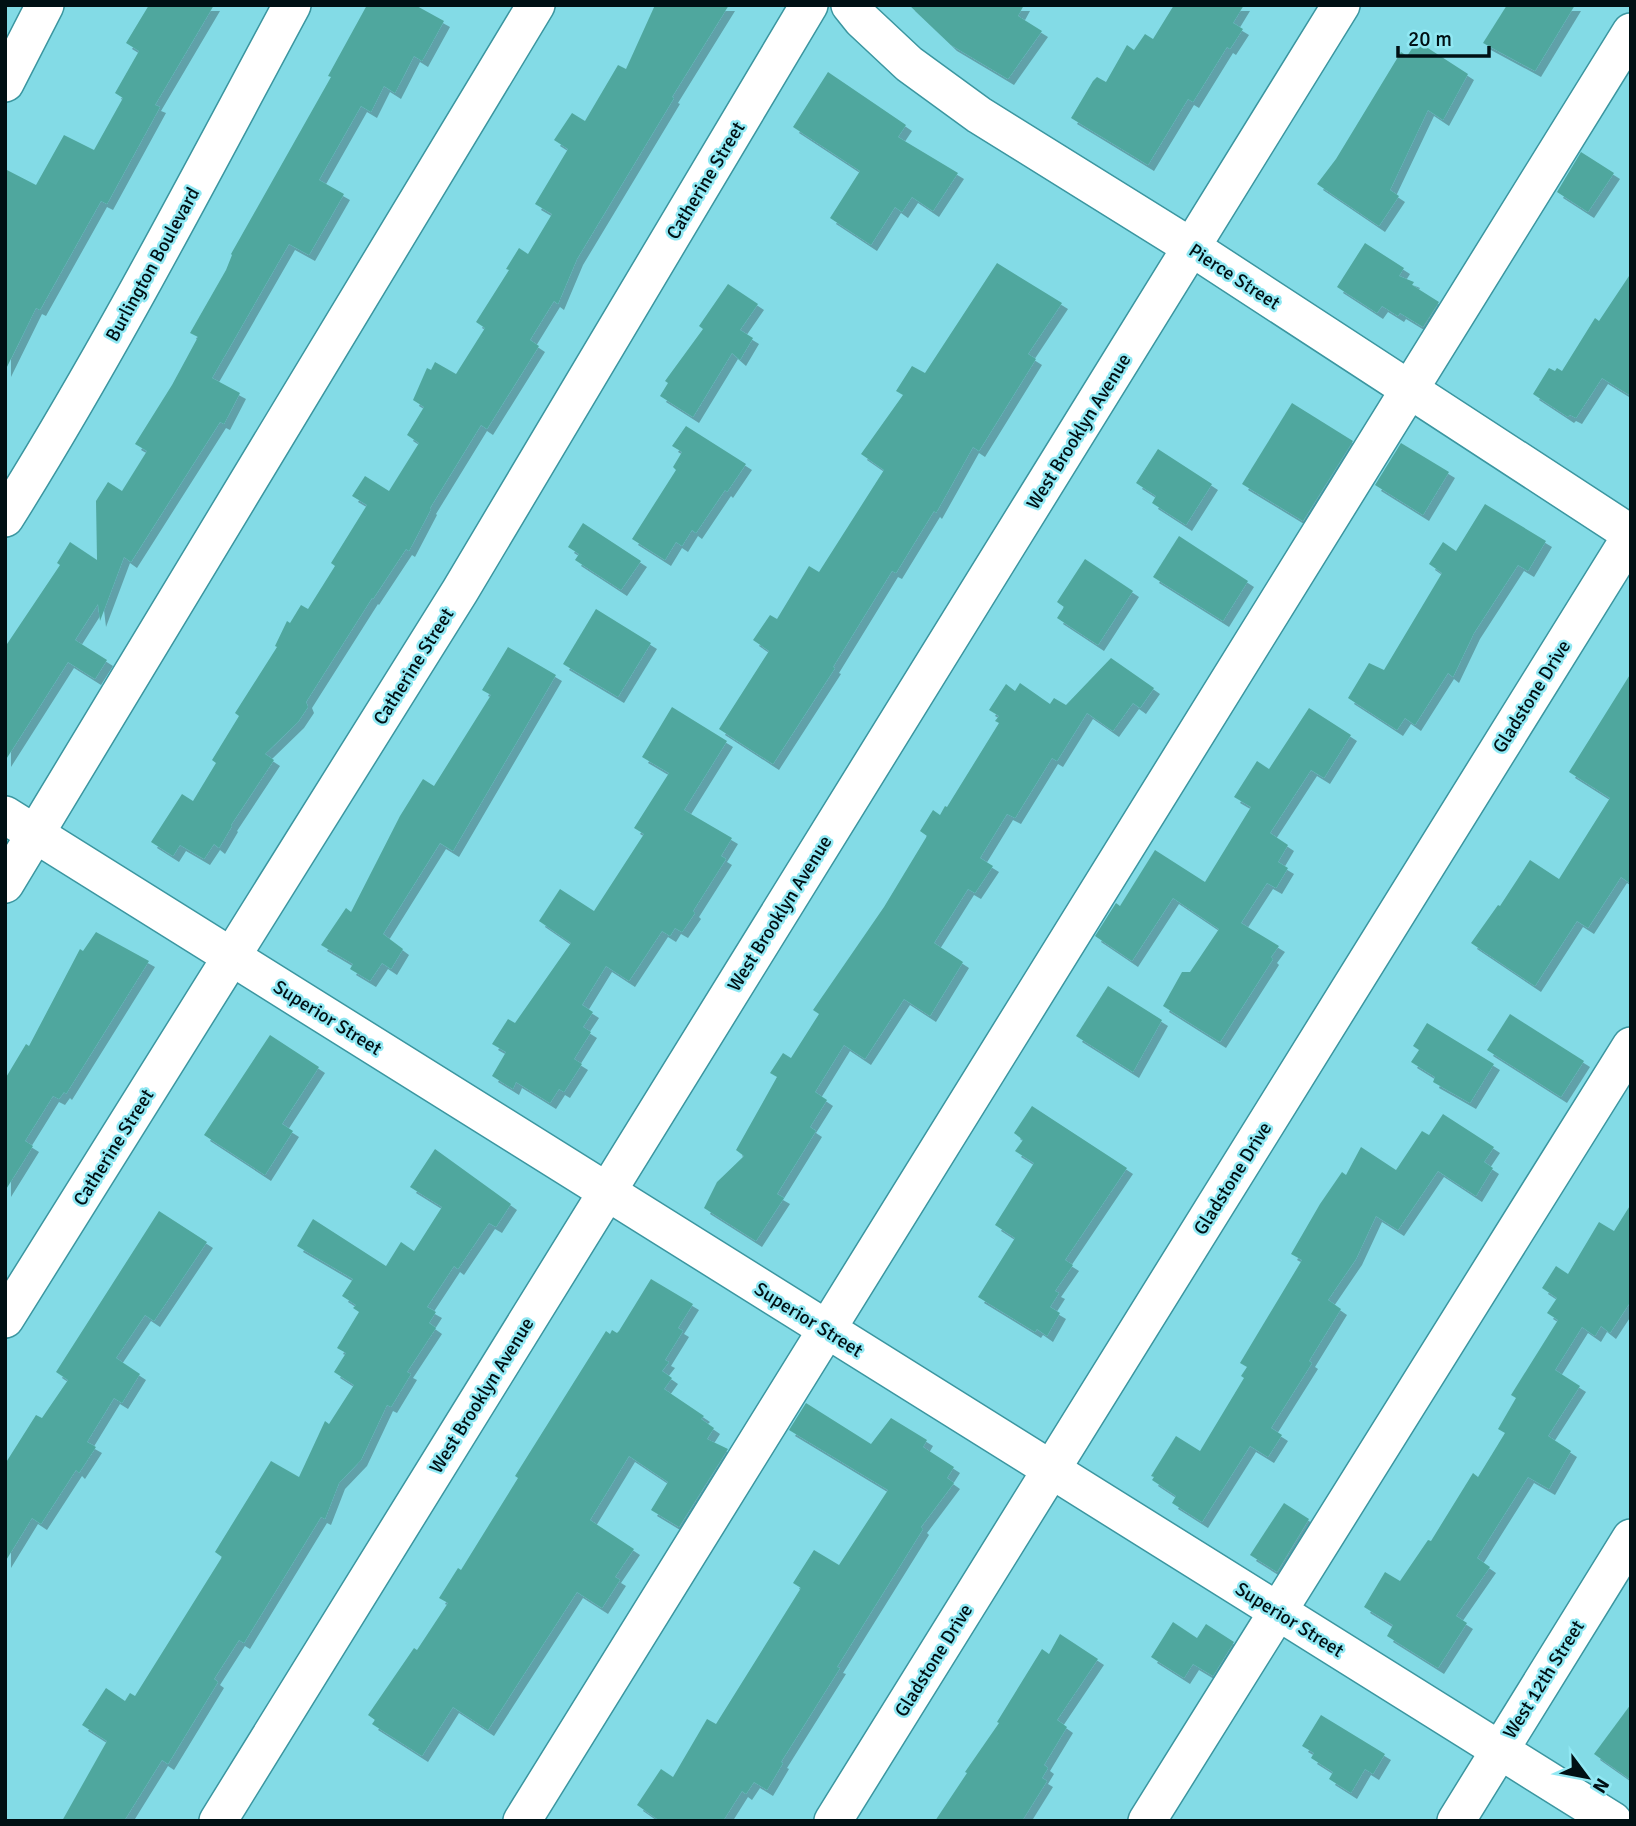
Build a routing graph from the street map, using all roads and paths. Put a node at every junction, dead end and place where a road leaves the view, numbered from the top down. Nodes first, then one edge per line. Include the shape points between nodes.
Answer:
1 (45, 5) edge
2 (292, 5) edge
3 (536, 5) edge
4 (809, 5) edge
5 (850, 5) edge
6 (1341, 5) edge
7 (1631, 32) edge
8 (5, 83) edge
9 (1191, 247) junction
10 (1410, 388) junction
11 (5, 518) edge
12 (1631, 535) edge
13 (5, 815) edge
14 (36, 834) junction
15 (5, 884) edge
16 (232, 957) junction
17 (1631, 1046) edge
18 (606, 1192) junction
19 (5, 1319) edge
20 (825, 1329) junction
21 (1051, 1469) junction
22 (1631, 1538) edge
23 (1277, 1610) junction
24 (1499, 1750) junction
25 (218, 1821) edge
26 (522, 1821) edge
27 (833, 1821) edge
28 (1147, 1821) edge
29 (1455, 1821) edge
30 (1613, 1821) edge

1 - 8 street
2 - 11 street, Burlington Boulevard via 149,272
3 - 14 street
4 - 16 street, Catherine Street via 460,591
5 - 9 street, Pierce Street via 909,64 979,116
6 - 9 street, West Brooklyn Avenue
7 - 10 street
9 - 10 street, Pierce Street
9 - 18 street, West Brooklyn Avenue
10 - 12 street, Pierce Street
10 - 20 street
12 - 21 street, Gladstone Drive
13 - 14 street, Superior Street
14 - 15 street
14 - 16 street, Superior Street
16 - 18 street, Superior Street
16 - 19 street, Catherine Street
17 - 23 street
18 - 20 street, Superior Street
18 - 25 street, West Brooklyn Avenue
20 - 21 street, Superior Street
20 - 26 street
21 - 23 street, Superior Street
21 - 27 street, Gladstone Drive
22 - 24 street, West 12th Street
23 - 24 street, Superior Street
23 - 28 street
24 - 29 street, West 12th Street
24 - 30 street, Superior Street

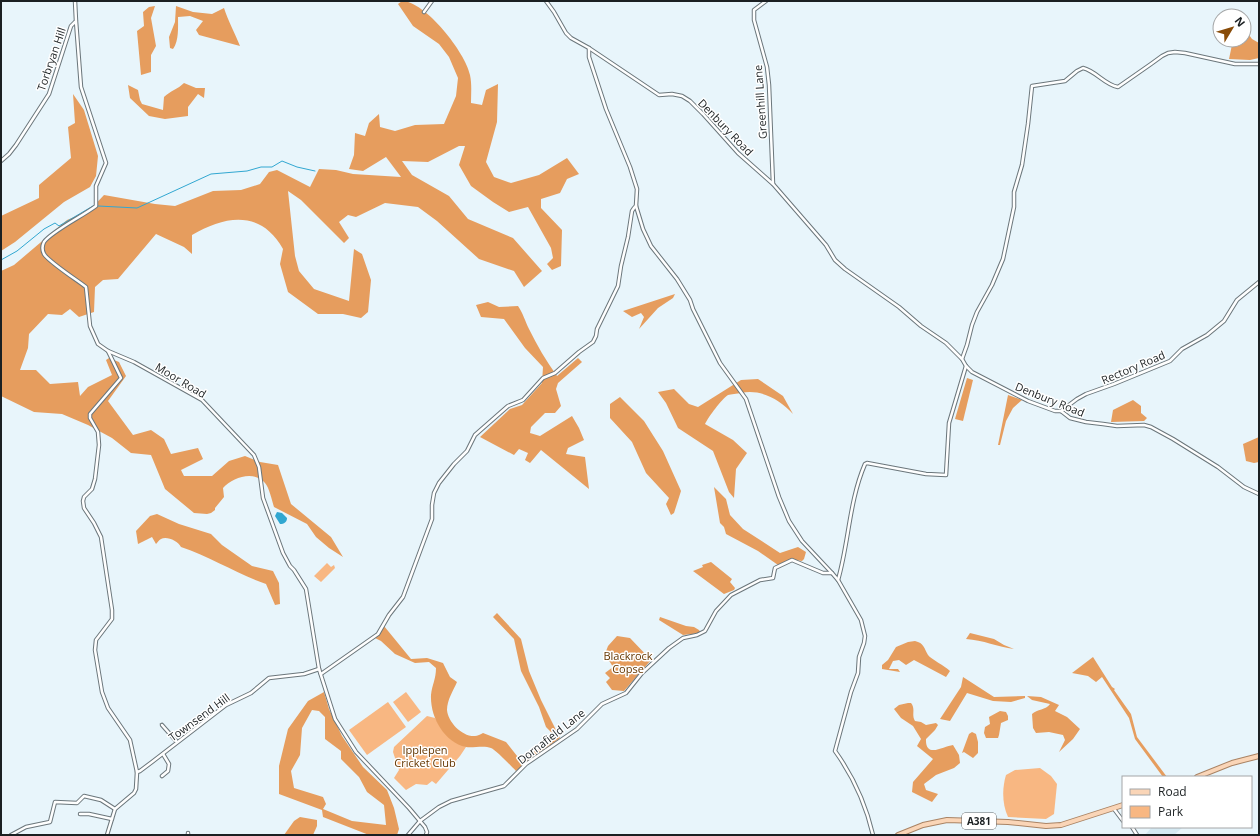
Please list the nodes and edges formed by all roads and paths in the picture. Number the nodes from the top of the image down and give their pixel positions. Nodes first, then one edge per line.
■ ■ ■
* The problem *
Would it be possible to print the records above verbatim, pictures omitted?

* Written response *
Build a routing graph from the street map, using all roads and paths. Put a node at every junction, dead end and place where a road leaves the view, numbered from the top down. Nodes first, then one edge per line. Include the shape points between nodes.
Answer:
1 (45, 5) edge
2 (292, 5) edge
3 (536, 5) edge
4 (809, 5) edge
5 (850, 5) edge
6 (1341, 5) edge
7 (1631, 32) edge
8 (5, 83) edge
9 (1191, 247) junction
10 (1410, 388) junction
11 (5, 518) edge
12 (1631, 535) edge
13 (5, 815) edge
14 (36, 834) junction
15 (5, 884) edge
16 (232, 957) junction
17 (1631, 1046) edge
18 (606, 1192) junction
19 (5, 1319) edge
20 (825, 1329) junction
21 (1051, 1469) junction
22 (1631, 1538) edge
23 (1277, 1610) junction
24 (1499, 1750) junction
25 (218, 1821) edge
26 (522, 1821) edge
27 (833, 1821) edge
28 (1147, 1821) edge
29 (1455, 1821) edge
30 (1613, 1821) edge

1 - 8 street
2 - 11 street, Burlington Boulevard via 149,272
3 - 14 street
4 - 16 street, Catherine Street via 460,591
5 - 9 street, Pierce Street via 909,64 979,116
6 - 9 street, West Brooklyn Avenue
7 - 10 street
9 - 10 street, Pierce Street
9 - 18 street, West Brooklyn Avenue
10 - 12 street, Pierce Street
10 - 20 street
12 - 21 street, Gladstone Drive
13 - 14 street, Superior Street
14 - 15 street
14 - 16 street, Superior Street
16 - 18 street, Superior Street
16 - 19 street, Catherine Street
17 - 23 street
18 - 20 street, Superior Street
18 - 25 street, West Brooklyn Avenue
20 - 21 street, Superior Street
20 - 26 street
21 - 23 street, Superior Street
21 - 27 street, Gladstone Drive
22 - 24 street, West 12th Street
23 - 24 street, Superior Street
23 - 28 street
24 - 29 street, West 12th Street
24 - 30 street, Superior Street

Please list the nodes and edges formed by all roads and paths in the picture. Number the nodes from the top of the image down and give their pixel positions. Nodes first, then one edge per line.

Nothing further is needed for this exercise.